Library offers genealogy, local history workshop

BRATTLEBORO — Brooks Memorial Library hosts a workshop on local history and genealogy with Linda Hay, former Academy School librarian, on Saturday, March 16, at 10:30 a.m. in the Brooks Memorial Library meeting room.

If you're a family historian, a writer, a historical adventurer, or are simply curious, you'll find the daily lives ordinary people lived in the past a wonderful story worth piecing together. That's what Hay found in researching what life was like in Guilford in one particular year. Out of that emerged an unexpectedly lively picture, she said.

Hay's talk will cover her search for documents, methods for teasing out the fascinating details from apparently boring statistics, and how she synthesized her findings to bring history to life.

The workshop is free and open to the public and requires no registration.
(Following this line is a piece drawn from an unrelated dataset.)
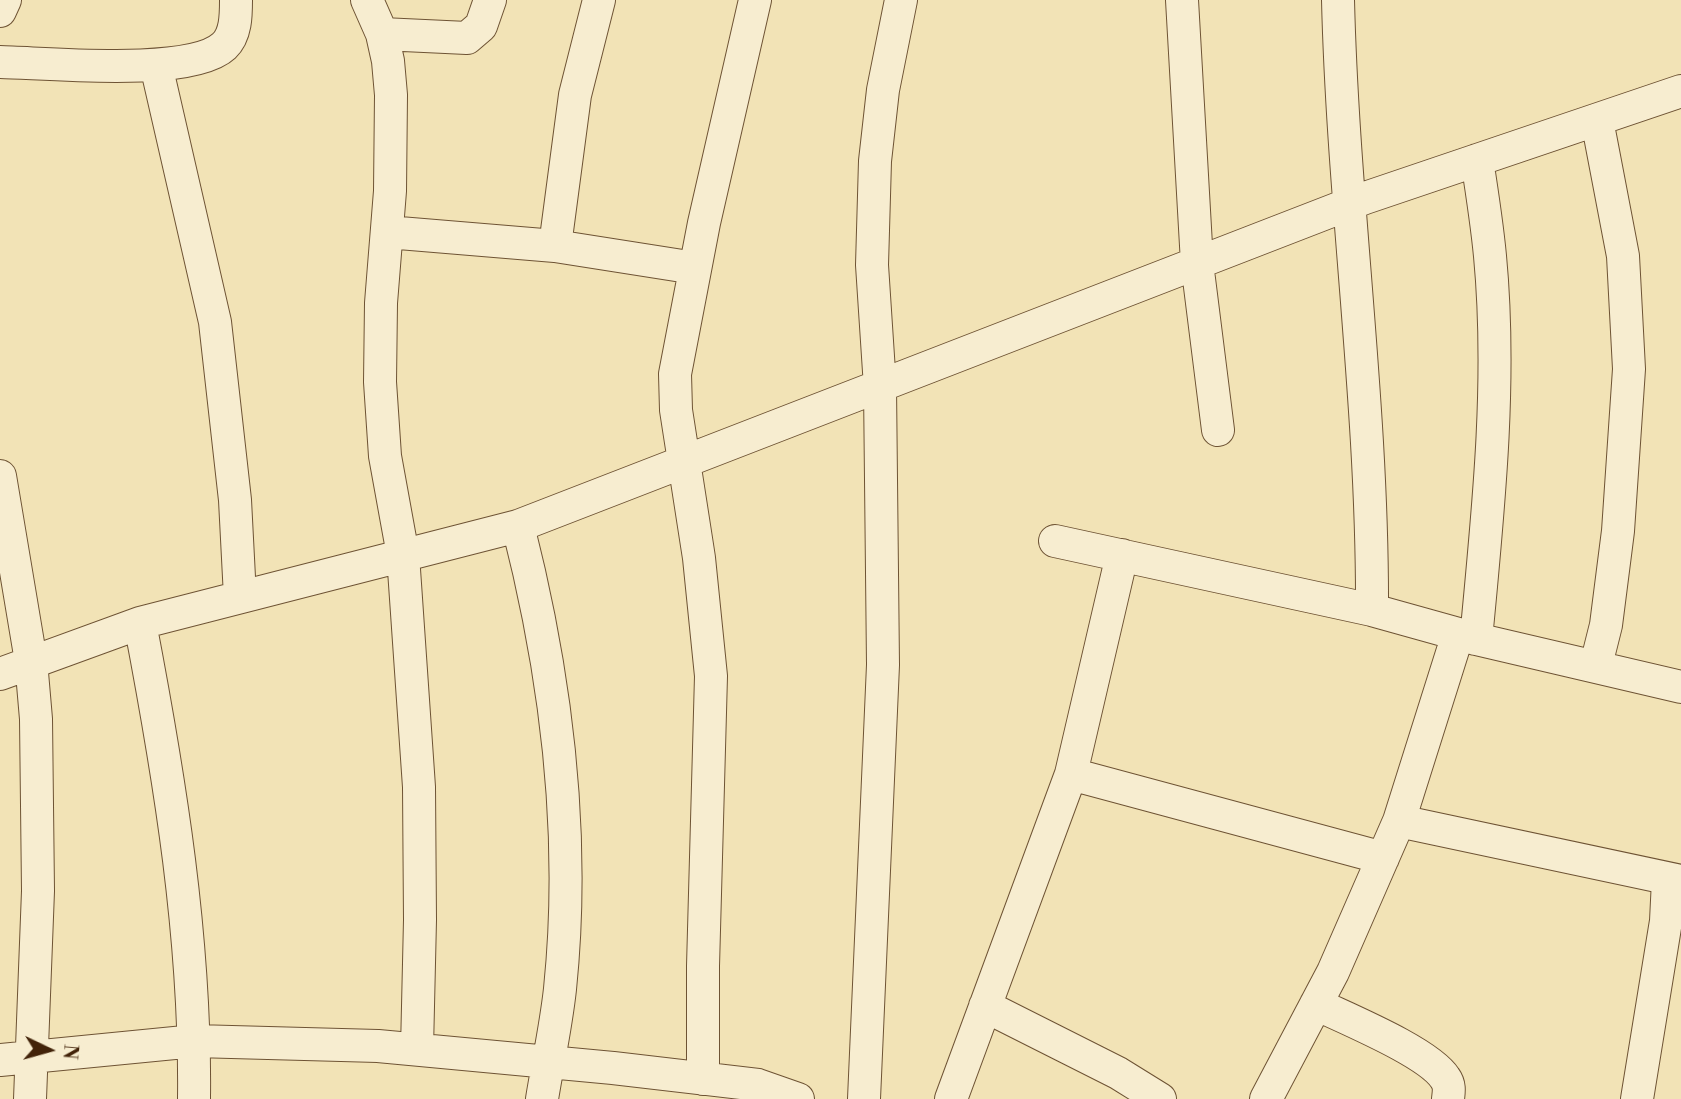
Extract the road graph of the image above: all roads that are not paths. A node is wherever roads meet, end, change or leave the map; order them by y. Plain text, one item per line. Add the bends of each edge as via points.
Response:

The library is at 224 Main St.

Hay has a wealth of experience exploring the past in Brattleboro and Vermont generally, owing to her three decades working in local libraries. Since her own school days, her passion has been finding and using primary documents to understand people and their world.

Many of these resources are now available online. Others abound at local libraries and historical societies.

Join Hay for an illustrated talk, followed by hands-on examination and analysis of typical sources from the Brattleboro area, including the challenges of deciphering records written with a quill pen.